За чаем после нашумевшего тюзовского спектакля обсуждалась не только Шекспировская трагедия.

Раиса Исааковна, понижая голос до шёпота, вспоминала безоблачные годы с любимым мужем, ошибочно и во вред всей рыбной отрасли арестованным на десять лет без права переписки после злодейского убийства Сергея Мироновича, – вспоминала как муж ордер получал на жилплощадь, как… и больше десяти лет отсидел, она одна в комнате, хорошей, с балконом, сон не идёт, одна лицом к стенке, а где он теперь? Хотела у Виктора Всеволодовича спросить, но испугалась, как бы не усугубить. Или лучше к Фильшину обратиться? – он положительнее, солиднее. За что ей выпала доля быть женою врага народа? Так одиноко, производство выматывает, дома – хоть вой. Мать отвечала страданием на страдание, жаловалась на потерю покоя, на боли в сердце, которое разрывали на куски ночные мысли о муже, в одиноком переутомлении вынужденном коротать вдали от родного дома крымскую промозглую зиму, тогда как она, измотанная разлукой, должна оставаться в Ленинграде, чтобы дать сыну достойное образование.

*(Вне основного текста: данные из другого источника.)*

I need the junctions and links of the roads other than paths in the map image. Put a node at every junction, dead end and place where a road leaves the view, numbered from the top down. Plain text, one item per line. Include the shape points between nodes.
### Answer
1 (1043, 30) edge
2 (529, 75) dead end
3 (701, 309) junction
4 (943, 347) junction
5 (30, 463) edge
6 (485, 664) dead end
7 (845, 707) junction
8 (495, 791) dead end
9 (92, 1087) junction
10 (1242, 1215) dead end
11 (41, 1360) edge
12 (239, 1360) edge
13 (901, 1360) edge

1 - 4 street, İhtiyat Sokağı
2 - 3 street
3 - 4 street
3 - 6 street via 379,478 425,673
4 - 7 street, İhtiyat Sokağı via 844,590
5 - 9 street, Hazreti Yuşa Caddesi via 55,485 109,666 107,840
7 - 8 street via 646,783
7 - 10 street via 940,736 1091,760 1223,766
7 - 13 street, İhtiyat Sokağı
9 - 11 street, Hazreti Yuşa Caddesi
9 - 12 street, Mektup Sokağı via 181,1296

К своей миссии относилась со всей серьёзностью – мало того, что готовила традиционные шефские концерты и культпоходы в музеи, театры, так ещё следила за днями рождений учителей и коллег по родительскому комитету, одаривала их милыми сувенирами, а классную руководительницу Агриппину Ивановну ежегодно угощала тортом собственноручной выпечки и банкой абрикосового варенья из своего, как обязательно поясняла, сада.

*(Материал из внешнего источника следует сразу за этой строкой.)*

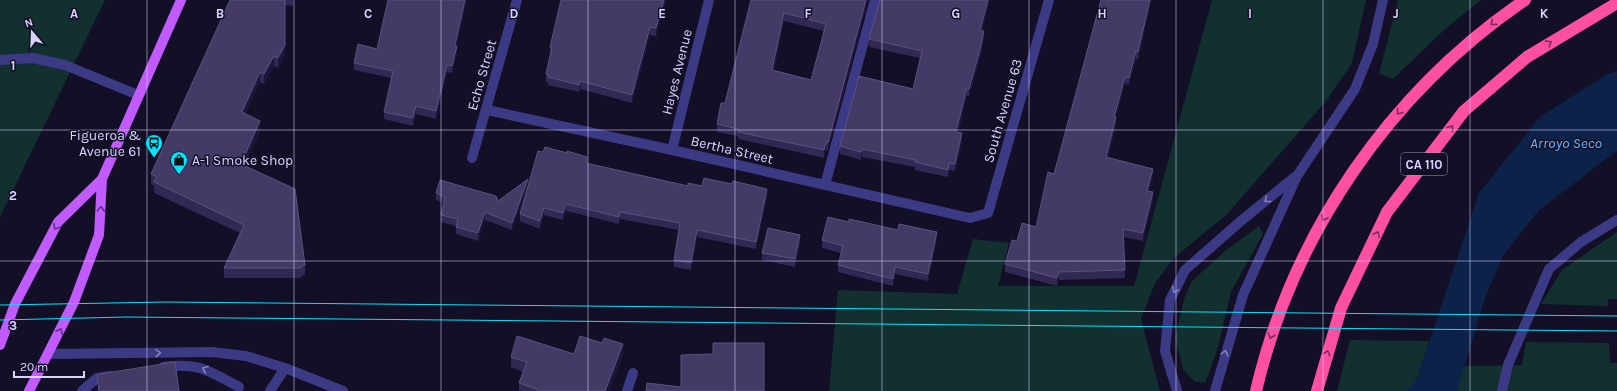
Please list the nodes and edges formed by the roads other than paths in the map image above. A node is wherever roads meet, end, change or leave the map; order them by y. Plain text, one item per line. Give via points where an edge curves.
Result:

Лишь изредка звонил Душский.

И она покидала круг семейных забот, возбуждённо наряжалась, бросала на ходу указания – после неё оставались сладкий запах «Красной Москвы», разбросанные платья, кофты… чулки свисали со стульев, как паутина.

Если свидание выпадало на восьмое марта, возвращалась с мимозой, любовно ставила вазочку с пряным букетиком на рояль и уже в постели, поглаживая стёганый ромб из жёлтого шёлка в окошке пододеяльника, вздыхала, словно приглашая заново пережить вместе с ней романтичный вечер, потом дёргала шнурок бра и назидательно оповещала наступавшую темноту: удивительно, Леонид Исаевич, безумно загруженный на кафедре и в больнице, такой внимательный! А ты растёшь эгоистом, не подумал, что мне было бы приятно получить цветы в женский праздник. Правда, Леонид Исаевич – взрослый, исключительно воспитанный человек, но я уверена, что и Валерий, куда серьёзней, чем ты, занятый учёбой, сделал своей маме подарок.

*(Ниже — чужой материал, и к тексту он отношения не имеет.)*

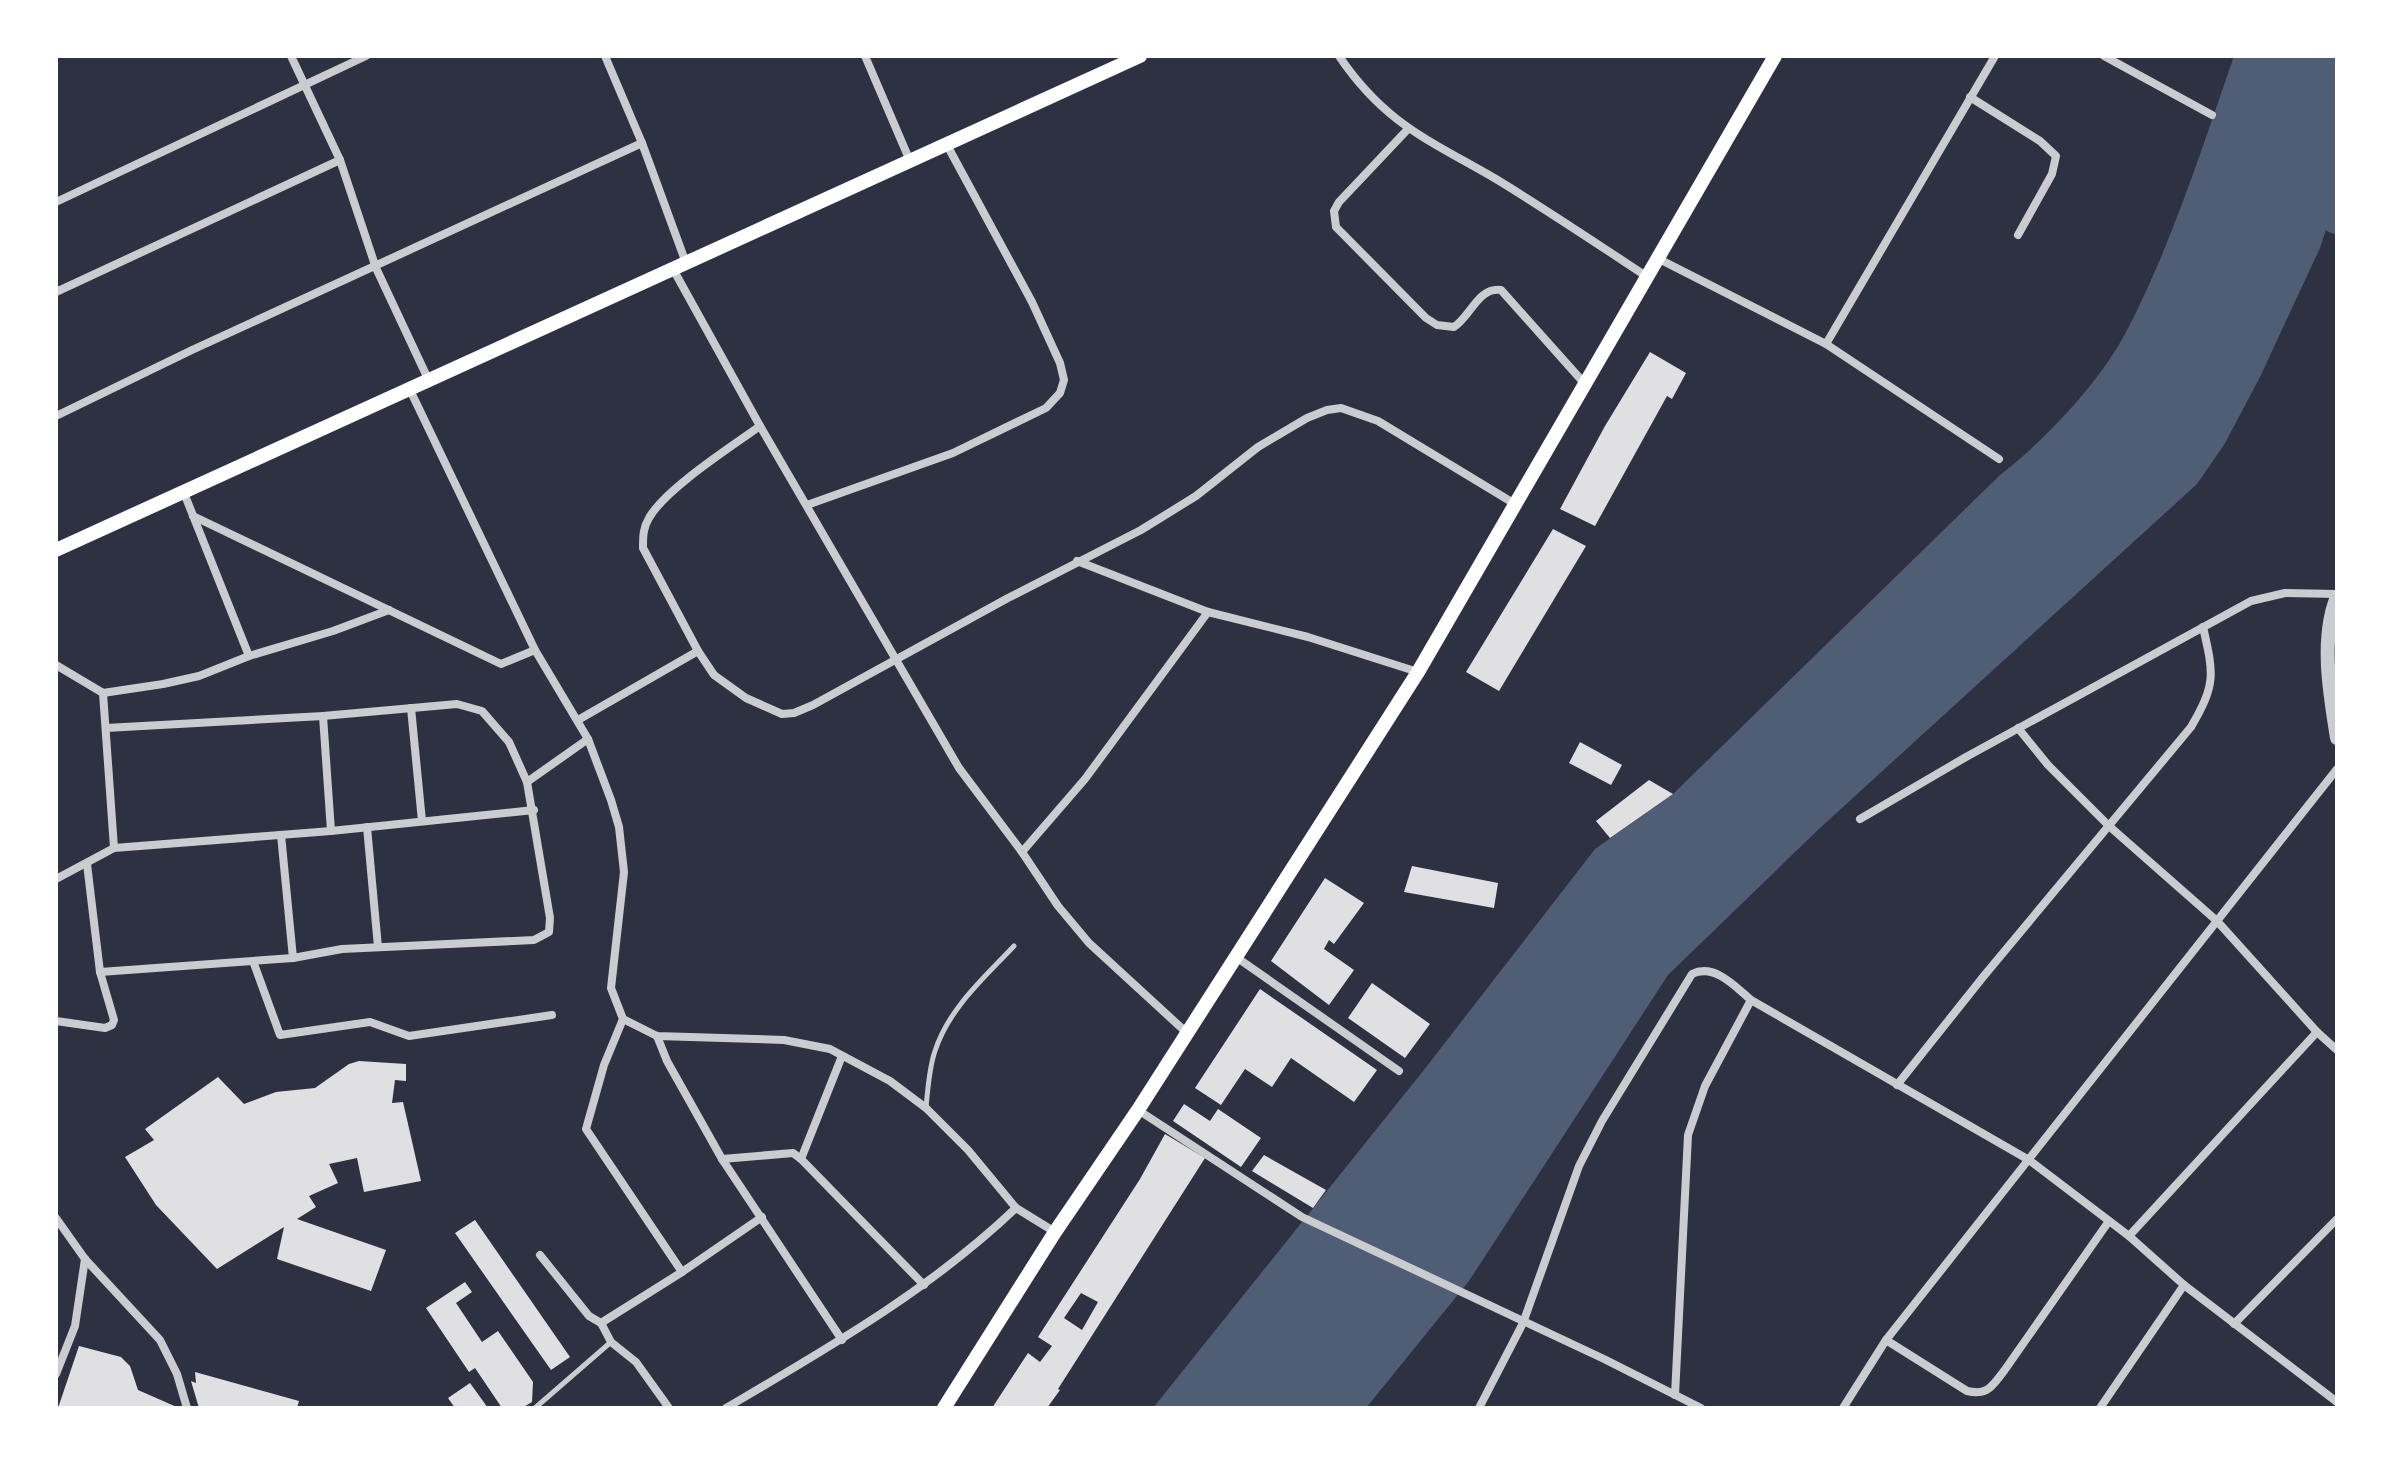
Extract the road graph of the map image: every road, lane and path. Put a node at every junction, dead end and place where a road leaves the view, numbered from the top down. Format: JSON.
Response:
{"nodes":[{"id":1,"x":291,"y":56,"type":"edge"},
{"id":2,"x":366,"y":56,"type":"edge"},
{"id":3,"x":605,"y":56,"type":"edge"},
{"id":4,"x":865,"y":56,"type":"edge"},
{"id":5,"x":1140,"y":56,"type":"edge"},
{"id":6,"x":1339,"y":56,"type":"edge"},
{"id":7,"x":1775,"y":56,"type":"edge"},
{"id":8,"x":1995,"y":56,"type":"edge"},
{"id":9,"x":2104,"y":56,"type":"edge"},
{"id":10,"x":304,"y":84,"type":"junction"},
{"id":11,"x":1970,"y":97,"type":"junction"},
{"id":12,"x":2212,"y":115,"type":"dead end"},
{"id":13,"x":1408,"y":129,"type":"junction"},
{"id":14,"x":642,"y":143,"type":"junction"},
{"id":15,"x":947,"y":145,"type":"junction"},
{"id":16,"x":340,"y":160,"type":"junction"},
{"id":17,"x":910,"y":161,"type":"junction"},
{"id":18,"x":56,"y":202,"type":"edge"},
{"id":19,"x":2018,"y":235,"type":"dead end"},
{"id":20,"x":1657,"y":258,"type":"junction"},
{"id":21,"x":680,"y":266,"type":"junction"},
{"id":22,"x":376,"y":268,"type":"junction"},
{"id":23,"x":1646,"y":276,"type":"junction"},
{"id":24,"x":56,"y":292,"type":"edge"},
{"id":25,"x":1826,"y":344,"type":"junction"},
{"id":26,"x":429,"y":381,"type":"junction"},
{"id":27,"x":1584,"y":383,"type":"junction"},
{"id":28,"x":410,"y":390,"type":"junction"},
{"id":29,"x":56,"y":416,"type":"edge"},
{"id":30,"x":760,"y":426,"type":"junction"},
{"id":31,"x":1999,"y":459,"type":"dead end"},
{"id":32,"x":184,"y":493,"type":"junction"},
{"id":33,"x":1515,"y":504,"type":"junction"},
{"id":34,"x":807,"y":505,"type":"junction"},
{"id":35,"x":193,"y":516,"type":"junction"},
{"id":36,"x":56,"y":550,"type":"edge"},
{"id":37,"x":1077,"y":561,"type":"junction"},
{"id":38,"x":2337,"y":596,"type":"edge"},
{"id":39,"x":389,"y":610,"type":"junction"},
{"id":40,"x":1208,"y":612,"type":"junction"},
{"id":41,"x":2203,"y":627,"type":"junction"},
{"id":42,"x":535,"y":650,"type":"junction"},
{"id":43,"x":698,"y":651,"type":"junction"},
{"id":44,"x":249,"y":656,"type":"junction"},
{"id":45,"x":898,"y":661,"type":"junction"},
{"id":46,"x":56,"y":665,"type":"edge"},
{"id":47,"x":1418,"y":672,"type":"junction"},
{"id":48,"x":103,"y":693,"type":"junction"},
{"id":49,"x":411,"y":708,"type":"junction"},
{"id":50,"x":323,"y":716,"type":"junction"},
{"id":51,"x":578,"y":720,"type":"junction"},
{"id":52,"x":106,"y":728,"type":"junction"},
{"id":53,"x":2018,"y":728,"type":"junction"},
{"id":54,"x":2337,"y":738,"type":"edge"},
{"id":55,"x":588,"y":739,"type":"junction"},
{"id":56,"x":2337,"y":769,"type":"edge"},
{"id":57,"x":527,"y":782,"type":"junction"},
{"id":58,"x":534,"y":810,"type":"junction"},
{"id":59,"x":1860,"y":819,"type":"dead end"},
{"id":60,"x":422,"y":821,"type":"junction"},
{"id":61,"x":2109,"y":826,"type":"junction"},
{"id":62,"x":367,"y":827,"type":"junction"},
{"id":63,"x":331,"y":831,"type":"junction"},
{"id":64,"x":281,"y":835,"type":"junction"},
{"id":65,"x":114,"y":848,"type":"junction"},
{"id":66,"x":1022,"y":852,"type":"junction"},
{"id":67,"x":87,"y":864,"type":"junction"},
{"id":68,"x":56,"y":879,"type":"edge"},
{"id":69,"x":2217,"y":921,"type":"junction"},
{"id":70,"x":1014,"y":946,"type":"dead end"},
{"id":71,"x":378,"y":947,"type":"junction"},
{"id":72,"x":1236,"y":957,"type":"junction"},
{"id":73,"x":293,"y":958,"type":"junction"},
{"id":74,"x":253,"y":961,"type":"junction"},
{"id":75,"x":100,"y":972,"type":"junction"},
{"id":76,"x":1751,"y":1000,"type":"junction"},
{"id":77,"x":552,"y":1015,"type":"dead end"},
{"id":78,"x":623,"y":1019,"type":"junction"},
{"id":79,"x":56,"y":1021,"type":"edge"},
{"id":80,"x":2317,"y":1032,"type":"junction"},
{"id":81,"x":1187,"y":1033,"type":"junction"},
{"id":82,"x":657,"y":1036,"type":"junction"},
{"id":83,"x":2337,"y":1050,"type":"edge"},
{"id":84,"x":842,"y":1056,"type":"junction"},
{"id":85,"x":1399,"y":1071,"type":"dead end"},
{"id":86,"x":1897,"y":1085,"type":"junction"},
{"id":87,"x":926,"y":1108,"type":"junction"},
{"id":88,"x":1138,"y":1110,"type":"junction"},
{"id":89,"x":722,"y":1159,"type":"junction"},
{"id":90,"x":801,"y":1159,"type":"junction"},
{"id":91,"x":2029,"y":1160,"type":"junction"},
{"id":92,"x":1016,"y":1208,"type":"junction"},
{"id":93,"x":762,"y":1217,"type":"junction"},
{"id":94,"x":56,"y":1218,"type":"edge"},
{"id":95,"x":2337,"y":1219,"type":"edge"},
{"id":96,"x":2109,"y":1221,"type":"junction"},
{"id":97,"x":1055,"y":1232,"type":"junction"},
{"id":98,"x":2129,"y":1236,"type":"junction"},
{"id":99,"x":540,"y":1255,"type":"dead end"},
{"id":100,"x":85,"y":1259,"type":"junction"},
{"id":101,"x":682,"y":1272,"type":"junction"},
{"id":102,"x":924,"y":1285,"type":"junction"},
{"id":103,"x":2184,"y":1285,"type":"junction"},
{"id":104,"x":601,"y":1323,"type":"junction"},
{"id":105,"x":1523,"y":1323,"type":"junction"},
{"id":106,"x":2234,"y":1324,"type":"junction"},
{"id":107,"x":842,"y":1340,"type":"junction"},
{"id":108,"x":1886,"y":1340,"type":"junction"},
{"id":109,"x":611,"y":1342,"type":"junction"},
{"id":110,"x":56,"y":1374,"type":"edge"},
{"id":111,"x":1675,"y":1395,"type":"junction"},
{"id":112,"x":2337,"y":1402,"type":"edge"},
{"id":113,"x":187,"y":1408,"type":"edge"},
{"id":114,"x":535,"y":1408,"type":"edge"},
{"id":115,"x":669,"y":1408,"type":"edge"},
{"id":116,"x":726,"y":1408,"type":"edge"},
{"id":117,"x":944,"y":1408,"type":"edge"},
{"id":118,"x":1479,"y":1408,"type":"edge"},
{"id":119,"x":1701,"y":1408,"type":"edge"},
{"id":120,"x":1843,"y":1408,"type":"edge"},
{"id":121,"x":2100,"y":1408,"type":"edge"},
{"id":122,"x":2330,"y":1408,"type":"edge"}],
"edges":[{"from":1,"to":10,"type":"street"},
{"from":2,"to":10,"type":"street"},
{"from":3,"to":14,"type":"street"},
{"from":4,"to":17,"type":"street"},
{"from":5,"to":15,"type":"main road"},
{"from":6,"to":13,"type":"street"},
{"from":7,"to":20,"type":"main road"},
{"from":8,"to":11,"type":"street"},
{"from":9,"to":12,"type":"street"},
{"from":10,"to":16,"type":"street"},
{"from":10,"to":18,"type":"street"},
{"from":11,"to":19,"type":"street"},
{"from":11,"to":25,"type":"street"},
{"from":13,"to":23,"type":"street"},
{"from":13,"to":27,"type":"street"},
{"from":14,"to":21,"type":"street"},
{"from":14,"to":22,"type":"street"},
{"from":15,"to":17,"type":"main road"},
{"from":15,"to":34,"type":"street"},
{"from":16,"to":22,"type":"street"},
{"from":16,"to":24,"type":"street"},
{"from":17,"to":21,"type":"main road"},
{"from":20,"to":23,"type":"main road"},
{"from":20,"to":25,"type":"street"},
{"from":21,"to":26,"type":"main road"},
{"from":21,"to":30,"type":"street"},
{"from":22,"to":26,"type":"street"},
{"from":22,"to":29,"type":"street"},
{"from":23,"to":27,"type":"main road"},
{"from":25,"to":31,"type":"street"},
{"from":26,"to":28,"type":"main road"},
{"from":27,"to":33,"type":"main road"},
{"from":28,"to":32,"type":"main road"},
{"from":28,"to":42,"type":"street"},
{"from":30,"to":34,"type":"street"},
{"from":30,"to":43,"type":"street"},
{"from":32,"to":35,"type":"street"},
{"from":32,"to":36,"type":"main road"},
{"from":33,"to":37,"type":"street"},
{"from":33,"to":47,"type":"main road"},
{"from":34,"to":45,"type":"street"},
{"from":35,"to":39,"type":"street"},
{"from":35,"to":44,"type":"street"},
{"from":37,"to":40,"type":"street"},
{"from":37,"to":45,"type":"street"},
{"from":38,"to":41,"type":"street"},
{"from":38,"to":54,"type":"street"},
{"from":39,"to":42,"type":"street"},
{"from":39,"to":44,"type":"street"},
{"from":40,"to":47,"type":"street"},
{"from":40,"to":66,"type":"street"},
{"from":41,"to":53,"type":"street"},
{"from":41,"to":61,"type":"street"},
{"from":42,"to":51,"type":"street"},
{"from":43,"to":45,"type":"street"},
{"from":43,"to":51,"type":"street"},
{"from":44,"to":48,"type":"street"},
{"from":45,"to":66,"type":"street"},
{"from":46,"to":48,"type":"street"},
{"from":47,"to":72,"type":"main road"},
{"from":48,"to":52,"type":"street"},
{"from":49,"to":50,"type":"street"},
{"from":49,"to":57,"type":"street"},
{"from":49,"to":60,"type":"street"},
{"from":50,"to":52,"type":"street"},
{"from":50,"to":63,"type":"street"},
{"from":51,"to":55,"type":"street"},
{"from":52,"to":65,"type":"street"},
{"from":53,"to":59,"type":"street"},
{"from":53,"to":61,"type":"street"},
{"from":55,"to":57,"type":"street"},
{"from":55,"to":78,"type":"street"},
{"from":56,"to":69,"type":"street"},
{"from":57,"to":58,"type":"street"},
{"from":58,"to":60,"type":"street"},
{"from":58,"to":71,"type":"street"},
{"from":60,"to":62,"type":"street"},
{"from":61,"to":69,"type":"street"},
{"from":61,"to":86,"type":"street"},
{"from":62,"to":63,"type":"street"},
{"from":62,"to":71,"type":"street"},
{"from":63,"to":64,"type":"street"},
{"from":64,"to":65,"type":"street"},
{"from":64,"to":73,"type":"street"},
{"from":65,"to":67,"type":"street"},
{"from":66,"to":81,"type":"street"},
{"from":67,"to":68,"type":"street"},
{"from":67,"to":75,"type":"street"},
{"from":69,"to":80,"type":"street"},
{"from":69,"to":91,"type":"street"},
{"from":70,"to":87,"type":"lane"},
{"from":71,"to":73,"type":"street"},
{"from":72,"to":81,"type":"main road"},
{"from":72,"to":85,"type":"street"},
{"from":73,"to":74,"type":"street"},
{"from":74,"to":75,"type":"street"},
{"from":74,"to":77,"type":"street"},
{"from":75,"to":79,"type":"street"},
{"from":76,"to":86,"type":"street"},
{"from":76,"to":105,"type":"street"},
{"from":76,"to":111,"type":"street"},
{"from":78,"to":82,"type":"street"},
{"from":78,"to":101,"type":"street"},
{"from":80,"to":83,"type":"street"},
{"from":80,"to":98,"type":"street"},
{"from":81,"to":88,"type":"main road"},
{"from":82,"to":84,"type":"street"},
{"from":82,"to":89,"type":"street"},
{"from":84,"to":87,"type":"street"},
{"from":84,"to":90,"type":"street"},
{"from":86,"to":91,"type":"street"},
{"from":87,"to":92,"type":"street"},
{"from":88,"to":97,"type":"main road"},
{"from":88,"to":105,"type":"street"},
{"from":89,"to":90,"type":"street"},
{"from":89,"to":93,"type":"street"},
{"from":90,"to":102,"type":"street"},
{"from":91,"to":96,"type":"street"},
{"from":91,"to":108,"type":"street"},
{"from":92,"to":97,"type":"street"},
{"from":92,"to":102,"type":"street"},
{"from":93,"to":101,"type":"street"},
{"from":93,"to":107,"type":"street"},
{"from":94,"to":100,"type":"street"},
{"from":95,"to":106,"type":"street"},
{"from":96,"to":98,"type":"street"},
{"from":96,"to":108,"type":"street"},
{"from":97,"to":117,"type":"main road"},
{"from":98,"to":103,"type":"street"},
{"from":99,"to":104,"type":"street"},
{"from":100,"to":110,"type":"street"},
{"from":100,"to":113,"type":"street"},
{"from":101,"to":104,"type":"street"},
{"from":102,"to":107,"type":"street"},
{"from":103,"to":106,"type":"street"},
{"from":103,"to":121,"type":"street"},
{"from":104,"to":109,"type":"street"},
{"from":105,"to":111,"type":"street"},
{"from":105,"to":118,"type":"street"},
{"from":106,"to":112,"type":"street"},
{"from":107,"to":116,"type":"street"},
{"from":108,"to":120,"type":"street"},
{"from":109,"to":114,"type":"lane"},
{"from":109,"to":115,"type":"street"},
{"from":111,"to":119,"type":"street"},
{"from":112,"to":122,"type":"street"}]}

в шедевре Лишневского (на углу – на остром углу! – Загородного и Рубинштейна)

Соснину нравилось подниматься по маршам с веерообразными ступенями, изогнутым плавной дугой, хотя коричневые масляные панели облупились, были исцарапаны, похабно исписаны, грязные окна едва пропускали слабый свет из внутреннего двора.

Медленно-медленно, растягивая удовольствие, поднимался на третий этаж по овальной лестнице, огибавшей овальную дырку с поломанным лифтом, задерживался на выступавшей в овал двора остеклённой площадке, одолевал ещё один дугообразный марш и звонил в левую дверь.

Валерка жил в многокомнатной, что называется, профессорской, вытянутой вдоль Загородного проспекта квартире, гостевой своей частью напоминавшей музей, точнее – гибрид музея с библиотекой. Массивная мебель красного дерева, стулья с прямыми высокими спинками, снабжёнными тугими, оконтуренными шляпками латунных гвоздиков, кожаными подушечками, монументальные вишнёвые портьеры, медная решётка углового камина большой комнаты, примыкавшей к гостиной, да ещё книги, книги; узорчатые, тёмно-синие, с тиснениями, обои возникали лишь меж смотревших на Загородный высоких окон, а так стены сплошняком – под потолки со строгими карнизами – заслоняли таинственно отблескивавшие шкафы с книгами; за стёклами, несомненно, теснились и мудрые книги по философии, психологии искусства. Как ни странно, от книжных шкафов было свободно только главное, если угодно, священное пространство квартиры, гостиная, совмещённая с кабинетом гениального Валеркиного отца, – симметричная, трапециевидная, с симметричными же, расположенными напротив друг друга, окнами и эркерами – они смотрели уже на обе улицы, и на Загородный, и на Рубинштейна; сужавшаяся гостиная-кабинет разрывалась надвое по центральной оси проёмом, фланкированным четырьмя, попарно сближенными колонками и завершалась – за проёмом – круглой, с тремя окнами, ротондой; из неё вырастала увенчивавшая дом башня.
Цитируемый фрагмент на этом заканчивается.